++++ Data to use
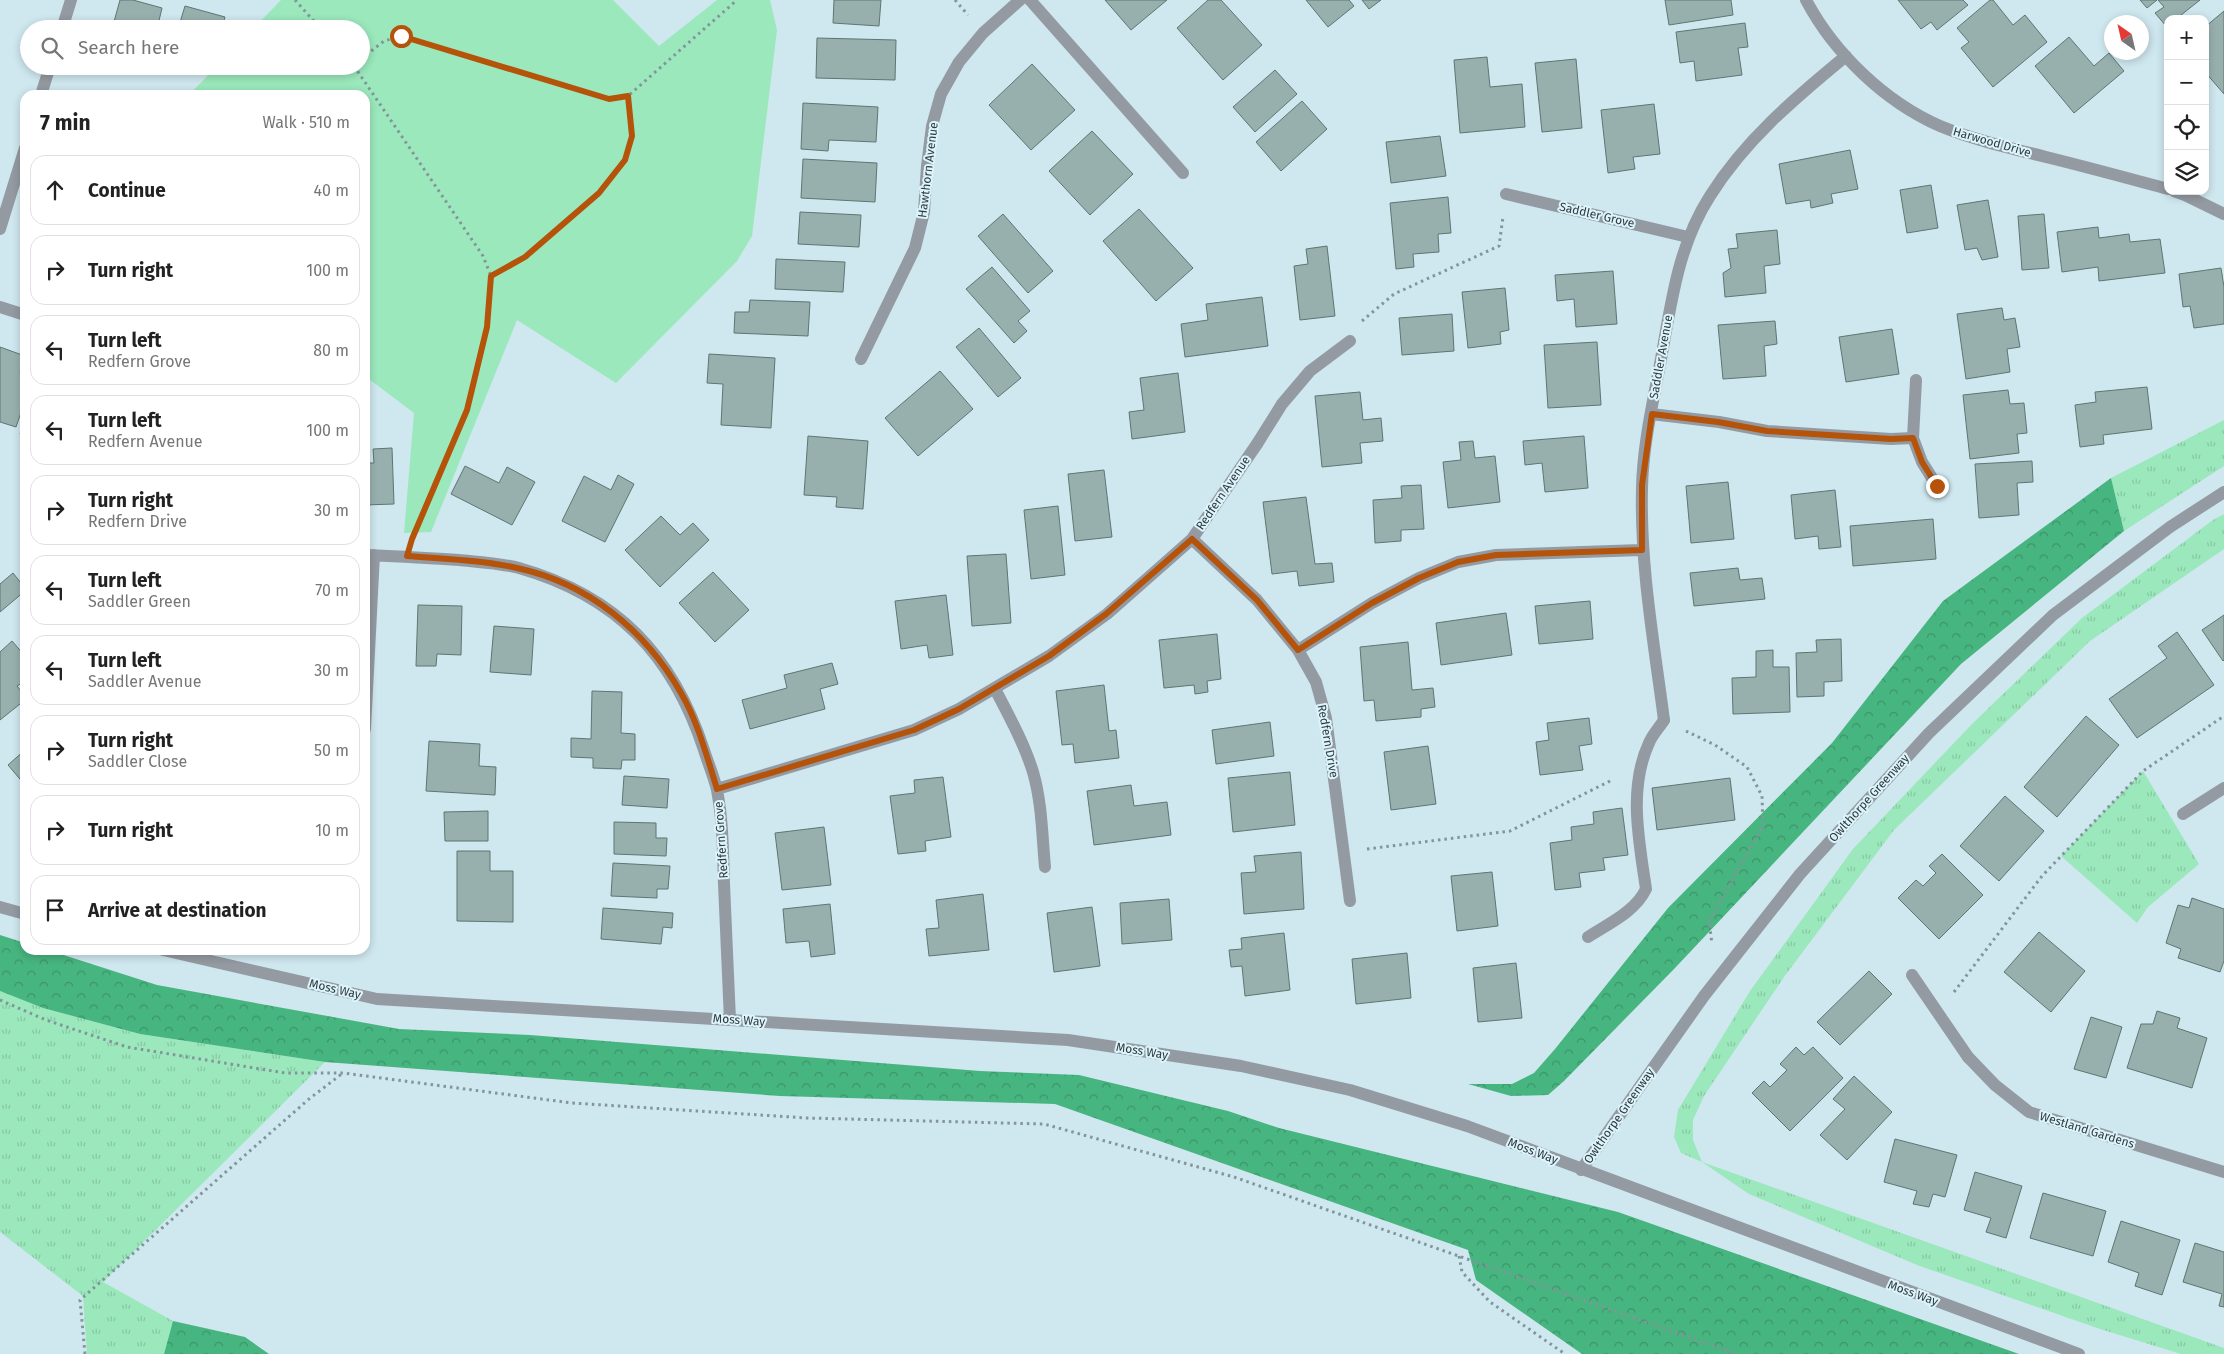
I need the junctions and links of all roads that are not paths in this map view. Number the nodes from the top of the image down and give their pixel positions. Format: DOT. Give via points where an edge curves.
graph roads {
  1 [pos="71,0"];
  2 [pos="1020,0"];
  3 [pos="1030,0"];
  4 [pos="1806,0"];
  5 [pos="65,20"];
  6 [pos="1846,56"];
  7 [pos="47,75"];
  8 [pos="43,90"];
  9 [pos="20,164"];
  10 [pos="1182,173"];
  11 [pos="2164,188"];
  12 [pos="1506,194"];
  13 [pos="2187,195"];
  14 [pos="2224,214"];
  15 [pos="0,228"];
  16 [pos="1688,237"];
  17 [pos="0,307"];
  18 [pos="20,313"];
  19 [pos="1350,341"];
  20 [pos="861,359"];
  21 [pos="1916,380"];
  22 [pos="1652,414"];
  23 [pos="1913,438"];
  24 [pos="1937,486"];
  25 [pos="2224,492"];
  26 [pos="1192,539"];
  27 [pos="1642,550"];
  28 [pos="370,555"];
  29 [pos="1298,650"];
  30 [pos="995,689"];
  31 [pos="2224,788"];
  32 [pos="717,789"];
  33 [pos="2184,814"];
  34 [pos="1045,867"];
  35 [pos="1350,901"];
  36 [pos="0,907"];
  37 [pos="20,913"];
  38 [pos="1588,937"];
  39 [pos="185,955"];
  40 [pos="1912,974"];
  41 [pos="730,1020"];
  42 [pos="1581,1170"];
  43 [pos="2224,1172"];
  44 [pos="2079,1354"];
  1 -- 5 [label="street"];
  2 -- 20 [label="street, Hawthorn Avenue" via="983,33 959,62 941,94 932,126 924,212 915,248"];
  3 -- 10 [label="street"];
  4 -- 6 [label="street, Harwood Drive" via="1819,25"];
  6 -- 11 [label="street, Harwood Drive" via="1901,104 1939,125 1978,140"];
  6 -- 16 [label="street, Saddler Avenue" via="1790,102 1743,150 1710,196"];
  7 -- 8 [label="street"];
  9 -- 15 [label="street"];
  12 -- 16 [label="street, Saddler Grove"];
  13 -- 14 [label="street"];
  16 -- 22 [label="street, Saddler Avenue" via="1675,282"];
  17 -- 18 [label="street"];
  19 -- 26 [label="street, Redfern Avenue" via="1310,371 1282,404"];
  21 -- 23 [label="street"];
  22 -- 23 [label="street" via="1767,431"];
  22 -- 27 [label="street, Saddler Avenue" via="1642,485"];
  23 -- 24 [label="street" via="1922,462"];
  25 -- 42 [label="street, Owlthorpe Greenway" via="2170,527 2053,615 1929,733 1800,874 1717,980"];
  26 -- 29 [label="street, Redfern Drive" via="1257,600"];
  26 -- 30 [label="street, Redfern Avenue" via="1106,614 1049,656"];
  27 -- 29 [label="street" via="1496,555 1458,562 1372,603"];
  27 -- 38 [label="street, Saddler Avenue" via="1664,720 1649,742 1640,767 1636,811 1646,889 1641,900"];
  28 -- 32 [label="street, Redfern Grove" via="482,562 518,568 556,581 595,600 625,622 656,653 682,694"];
  29 -- 35 [label="street, Redfern Drive" via="1316,682 1326,718"];
  30 -- 32 [label="street, Redfern Avenue" via="914,730"];
  30 -- 34 [label="street" via="1033,772 1040,805"];
  31 -- 33 [label="street"];
  32 -- 41 [label="street, Redfern Grove"];
  36 -- 37 [label="street"];
  39 -- 41 [label="street, Moss Way" via="377,999"];
  40 -- 43 [label="street, Westland Gardens" via="1968,1057 1995,1085 2029,1112"];
  41 -- 42 [label="street, Moss Way" via="1068,1040 1241,1066 1350,1090 1467,1126"];
  42 -- 44 [label="street, Moss Way"];
}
++++++++
Exercise prompt: Copy out the material word for word, without any images.

Solution for this exercise:
I need the junctions and links of all roads that are not paths in this map view. Number the nodes from the top of the image down and give their pixel positions. Format: DOT. Give via points where an edge curves.
graph roads {
  1 [pos="71,0"];
  2 [pos="1020,0"];
  3 [pos="1030,0"];
  4 [pos="1806,0"];
  5 [pos="65,20"];
  6 [pos="1846,56"];
  7 [pos="47,75"];
  8 [pos="43,90"];
  9 [pos="20,164"];
  10 [pos="1182,173"];
  11 [pos="2164,188"];
  12 [pos="1506,194"];
  13 [pos="2187,195"];
  14 [pos="2224,214"];
  15 [pos="0,228"];
  16 [pos="1688,237"];
  17 [pos="0,307"];
  18 [pos="20,313"];
  19 [pos="1350,341"];
  20 [pos="861,359"];
  21 [pos="1916,380"];
  22 [pos="1652,414"];
  23 [pos="1913,438"];
  24 [pos="1937,486"];
  25 [pos="2224,492"];
  26 [pos="1192,539"];
  27 [pos="1642,550"];
  28 [pos="370,555"];
  29 [pos="1298,650"];
  30 [pos="995,689"];
  31 [pos="2224,788"];
  32 [pos="717,789"];
  33 [pos="2184,814"];
  34 [pos="1045,867"];
  35 [pos="1350,901"];
  36 [pos="0,907"];
  37 [pos="20,913"];
  38 [pos="1588,937"];
  39 [pos="185,955"];
  40 [pos="1912,974"];
  41 [pos="730,1020"];
  42 [pos="1581,1170"];
  43 [pos="2224,1172"];
  44 [pos="2079,1354"];
  1 -- 5 [label="street"];
  2 -- 20 [label="street, Hawthorn Avenue" via="983,33 959,62 941,94 932,126 924,212 915,248"];
  3 -- 10 [label="street"];
  4 -- 6 [label="street, Harwood Drive" via="1819,25"];
  6 -- 11 [label="street, Harwood Drive" via="1901,104 1939,125 1978,140"];
  6 -- 16 [label="street, Saddler Avenue" via="1790,102 1743,150 1710,196"];
  7 -- 8 [label="street"];
  9 -- 15 [label="street"];
  12 -- 16 [label="street, Saddler Grove"];
  13 -- 14 [label="street"];
  16 -- 22 [label="street, Saddler Avenue" via="1675,282"];
  17 -- 18 [label="street"];
  19 -- 26 [label="street, Redfern Avenue" via="1310,371 1282,404"];
  21 -- 23 [label="street"];
  22 -- 23 [label="street" via="1767,431"];
  22 -- 27 [label="street, Saddler Avenue" via="1642,485"];
  23 -- 24 [label="street" via="1922,462"];
  25 -- 42 [label="street, Owlthorpe Greenway" via="2170,527 2053,615 1929,733 1800,874 1717,980"];
  26 -- 29 [label="street, Redfern Drive" via="1257,600"];
  26 -- 30 [label="street, Redfern Avenue" via="1106,614 1049,656"];
  27 -- 29 [label="street" via="1496,555 1458,562 1372,603"];
  27 -- 38 [label="street, Saddler Avenue" via="1664,720 1649,742 1640,767 1636,811 1646,889 1641,900"];
  28 -- 32 [label="street, Redfern Grove" via="482,562 518,568 556,581 595,600 625,622 656,653 682,694"];
  29 -- 35 [label="street, Redfern Drive" via="1316,682 1326,718"];
  30 -- 32 [label="street, Redfern Avenue" via="914,730"];
  30 -- 34 [label="street" via="1033,772 1040,805"];
  31 -- 33 [label="street"];
  32 -- 41 [label="street, Redfern Grove"];
  36 -- 37 [label="street"];
  39 -- 41 [label="street, Moss Way" via="377,999"];
  40 -- 43 [label="street, Westland Gardens" via="1968,1057 1995,1085 2029,1112"];
  41 -- 42 [label="street, Moss Way" via="1068,1040 1241,1066 1350,1090 1467,1126"];
  42 -- 44 [label="street, Moss Way"];
}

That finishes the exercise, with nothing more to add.